復興と政治−遠景・近景 水産業 再起遮る縦割り行政(7.16)

復興と政治−遠景・近景 医療・介護 施設の人手不足深刻(7.14) 

復興と政治−遠景・近景 農の未来 大区画、個人置き去り(7.12)

復興と政治−遠景・近景 原発自主避難者 乏しい支援、遠い帰還(7.10)

復興と政治−遠景・近景 働く場 「普通の仕事」どこに(7.9)

復興と政治−遠景・近景 住まい 届かない再建支援策(7.6)
この記事のURL:http://himar-diary.jugem.jp/?eid=64


2013/07/25(木) 00:33|その他

辺野古

 前回の記事「沖縄とつながる」は多くの方に読んで頂いたようで驚きました。「いいね!」を押してくださった方が多くて嬉しかったです。今日は辺野古とのつながりの話。辺野古は何回か案内して頂いて行ったことがありますが、(たぶん当時3歳の息子と一緒に行った2007年以来)毎月、NO BASEを郵送して頂いています。

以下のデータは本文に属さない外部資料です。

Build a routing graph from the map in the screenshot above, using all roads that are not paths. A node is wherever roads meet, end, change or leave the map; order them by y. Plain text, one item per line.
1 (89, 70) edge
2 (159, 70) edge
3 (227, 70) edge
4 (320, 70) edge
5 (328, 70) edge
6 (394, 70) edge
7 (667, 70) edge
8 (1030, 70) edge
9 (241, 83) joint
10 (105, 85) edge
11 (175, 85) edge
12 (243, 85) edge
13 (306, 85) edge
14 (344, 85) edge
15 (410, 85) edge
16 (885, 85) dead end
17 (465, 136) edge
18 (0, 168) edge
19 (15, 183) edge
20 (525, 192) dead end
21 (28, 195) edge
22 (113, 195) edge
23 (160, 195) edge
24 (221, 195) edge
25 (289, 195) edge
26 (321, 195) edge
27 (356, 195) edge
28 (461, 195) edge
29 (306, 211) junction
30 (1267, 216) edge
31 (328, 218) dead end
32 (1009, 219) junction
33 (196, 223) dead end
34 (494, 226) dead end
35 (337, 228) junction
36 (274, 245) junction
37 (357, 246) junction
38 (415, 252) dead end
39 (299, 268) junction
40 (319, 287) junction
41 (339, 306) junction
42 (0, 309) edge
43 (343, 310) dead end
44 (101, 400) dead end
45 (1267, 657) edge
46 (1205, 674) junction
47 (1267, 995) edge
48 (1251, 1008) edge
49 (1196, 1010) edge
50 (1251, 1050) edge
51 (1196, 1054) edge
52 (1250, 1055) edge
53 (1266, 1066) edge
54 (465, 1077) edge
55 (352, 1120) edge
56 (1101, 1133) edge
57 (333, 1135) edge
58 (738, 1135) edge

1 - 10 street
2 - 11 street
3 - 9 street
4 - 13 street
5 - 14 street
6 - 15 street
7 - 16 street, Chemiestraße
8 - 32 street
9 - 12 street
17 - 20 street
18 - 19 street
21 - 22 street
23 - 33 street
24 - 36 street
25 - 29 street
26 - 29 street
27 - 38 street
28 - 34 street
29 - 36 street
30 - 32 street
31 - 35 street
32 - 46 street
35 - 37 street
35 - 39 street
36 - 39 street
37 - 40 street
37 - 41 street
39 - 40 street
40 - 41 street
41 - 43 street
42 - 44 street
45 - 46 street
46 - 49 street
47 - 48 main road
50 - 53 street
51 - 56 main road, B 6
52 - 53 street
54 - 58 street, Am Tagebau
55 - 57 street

 辺野古での基地建設のために沖縄防衛局が埋立申請を沖縄県に提出しました。そして、沖縄県による埋め立て申請の告示・縦覧が6月28日からから7月18日まで行われ、「利害関係人」は意見書を出すことができました。いくつもの市民団体から、みんなが利害関係人、辺野古の海を埋め立てないように意見を出しましょう、と呼びかけられていました。
 私も、書かなくっちゃ、と思いながら、日々の忙しさにまぎれて、のびのびにしていましたが、最終日にギリギリ出しました(当日消印有効)。「生物多様性」の方のサイトに琉球新報や沖縄タイムスの記事が載っています。2000通を超える意見書が出されたそうです。

 選挙前。全国的な報道になってもいいとこですが、これって、日本の問題ではなくて沖縄の地域課題と思われているのでしょうか、、、!? (震災が地域課題にされてしまったように!)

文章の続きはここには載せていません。